The lines needed are those below that contain the word "FITZGERALD"; copy each one.
Segment Start: Data section
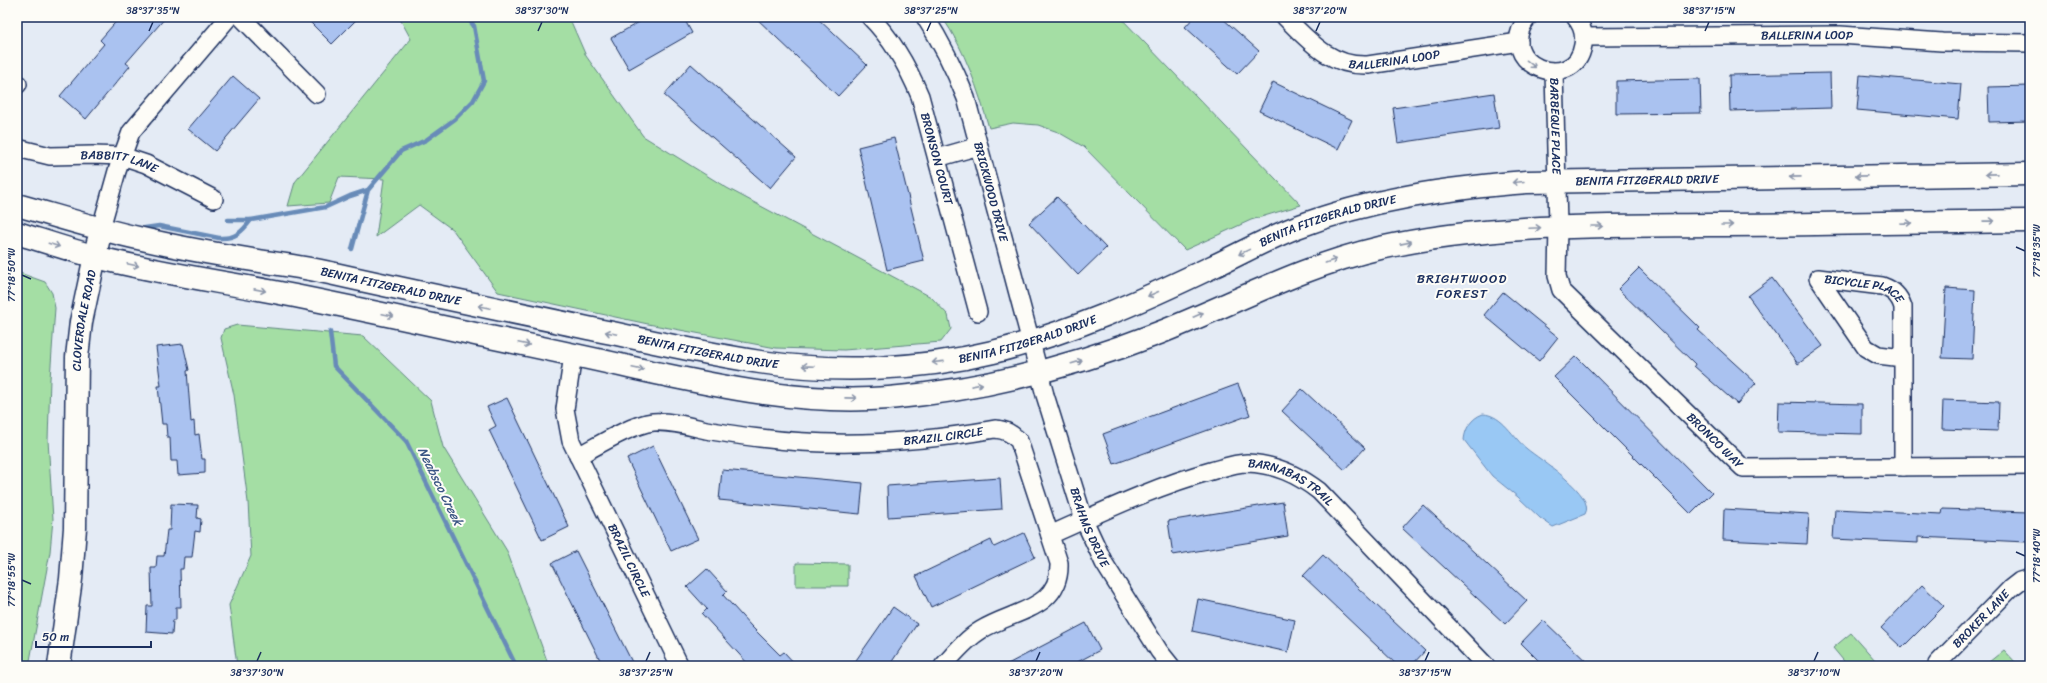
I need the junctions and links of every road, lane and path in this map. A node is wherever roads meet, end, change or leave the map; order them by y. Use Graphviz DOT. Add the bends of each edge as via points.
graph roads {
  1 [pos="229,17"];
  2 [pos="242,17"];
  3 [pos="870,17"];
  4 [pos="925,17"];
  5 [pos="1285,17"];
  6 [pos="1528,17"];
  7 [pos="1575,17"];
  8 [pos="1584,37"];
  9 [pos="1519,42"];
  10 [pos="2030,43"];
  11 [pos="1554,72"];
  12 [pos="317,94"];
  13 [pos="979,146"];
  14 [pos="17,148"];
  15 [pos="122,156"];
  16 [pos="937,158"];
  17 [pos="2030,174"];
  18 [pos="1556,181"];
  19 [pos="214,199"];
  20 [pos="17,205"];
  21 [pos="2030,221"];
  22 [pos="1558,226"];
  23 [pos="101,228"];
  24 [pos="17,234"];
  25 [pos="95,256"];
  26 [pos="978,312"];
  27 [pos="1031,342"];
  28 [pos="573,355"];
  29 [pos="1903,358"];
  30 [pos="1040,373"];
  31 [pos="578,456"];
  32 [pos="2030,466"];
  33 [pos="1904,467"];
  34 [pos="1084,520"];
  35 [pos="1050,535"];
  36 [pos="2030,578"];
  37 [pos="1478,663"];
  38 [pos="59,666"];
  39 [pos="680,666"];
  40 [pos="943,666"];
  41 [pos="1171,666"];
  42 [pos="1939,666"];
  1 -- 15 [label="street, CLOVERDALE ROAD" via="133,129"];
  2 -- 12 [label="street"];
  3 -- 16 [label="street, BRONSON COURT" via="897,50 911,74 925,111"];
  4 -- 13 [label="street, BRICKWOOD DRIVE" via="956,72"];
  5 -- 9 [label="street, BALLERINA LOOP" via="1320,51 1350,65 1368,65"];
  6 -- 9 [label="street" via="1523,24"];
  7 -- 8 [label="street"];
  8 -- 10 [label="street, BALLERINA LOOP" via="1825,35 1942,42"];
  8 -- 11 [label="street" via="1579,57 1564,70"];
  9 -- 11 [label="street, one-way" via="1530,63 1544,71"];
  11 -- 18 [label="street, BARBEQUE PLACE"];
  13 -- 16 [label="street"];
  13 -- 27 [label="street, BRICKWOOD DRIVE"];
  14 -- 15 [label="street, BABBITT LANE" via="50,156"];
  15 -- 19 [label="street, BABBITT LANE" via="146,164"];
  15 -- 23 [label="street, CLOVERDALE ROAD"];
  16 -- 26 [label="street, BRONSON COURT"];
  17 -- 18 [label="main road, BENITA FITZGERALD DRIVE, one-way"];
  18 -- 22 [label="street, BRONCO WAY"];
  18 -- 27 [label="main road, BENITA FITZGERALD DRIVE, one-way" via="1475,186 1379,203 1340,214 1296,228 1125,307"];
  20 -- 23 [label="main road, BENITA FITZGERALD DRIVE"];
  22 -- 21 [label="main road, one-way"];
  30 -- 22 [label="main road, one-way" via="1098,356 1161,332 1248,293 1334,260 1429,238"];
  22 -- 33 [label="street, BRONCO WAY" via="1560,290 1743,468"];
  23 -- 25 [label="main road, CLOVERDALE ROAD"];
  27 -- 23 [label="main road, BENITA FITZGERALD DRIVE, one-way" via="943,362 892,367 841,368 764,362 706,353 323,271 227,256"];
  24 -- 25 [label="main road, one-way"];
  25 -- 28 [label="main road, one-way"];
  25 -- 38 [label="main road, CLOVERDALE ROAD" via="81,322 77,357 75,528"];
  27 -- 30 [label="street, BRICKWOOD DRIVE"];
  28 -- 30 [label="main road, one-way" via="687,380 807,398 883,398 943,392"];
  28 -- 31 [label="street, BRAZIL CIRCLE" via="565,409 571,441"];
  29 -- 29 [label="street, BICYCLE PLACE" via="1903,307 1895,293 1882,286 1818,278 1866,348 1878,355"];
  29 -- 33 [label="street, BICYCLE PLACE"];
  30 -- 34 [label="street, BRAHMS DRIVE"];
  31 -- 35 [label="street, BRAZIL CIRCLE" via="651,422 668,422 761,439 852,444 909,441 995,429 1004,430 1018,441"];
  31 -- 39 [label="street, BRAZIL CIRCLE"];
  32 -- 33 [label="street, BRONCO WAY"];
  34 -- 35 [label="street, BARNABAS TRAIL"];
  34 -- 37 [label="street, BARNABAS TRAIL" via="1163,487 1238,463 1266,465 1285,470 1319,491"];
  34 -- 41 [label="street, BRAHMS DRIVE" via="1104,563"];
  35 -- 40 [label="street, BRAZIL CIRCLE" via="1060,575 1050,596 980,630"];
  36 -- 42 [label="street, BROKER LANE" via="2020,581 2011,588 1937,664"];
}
Segment End: Data section
Result below:
  17 -- 18 [label="main road, BENITA FITZGERALD DRIVE, one-way"];
  18 -- 27 [label="main road, BENITA FITZGERALD DRIVE, one-way" via="1475,186 1379,203 1340,214 1296,228 1125,307"];
  20 -- 23 [label="main road, BENITA FITZGERALD DRIVE"];
  27 -- 23 [label="main road, BENITA FITZGERALD DRIVE, one-way" via="943,362 892,367 841,368 764,362 706,353 323,271 227,256"];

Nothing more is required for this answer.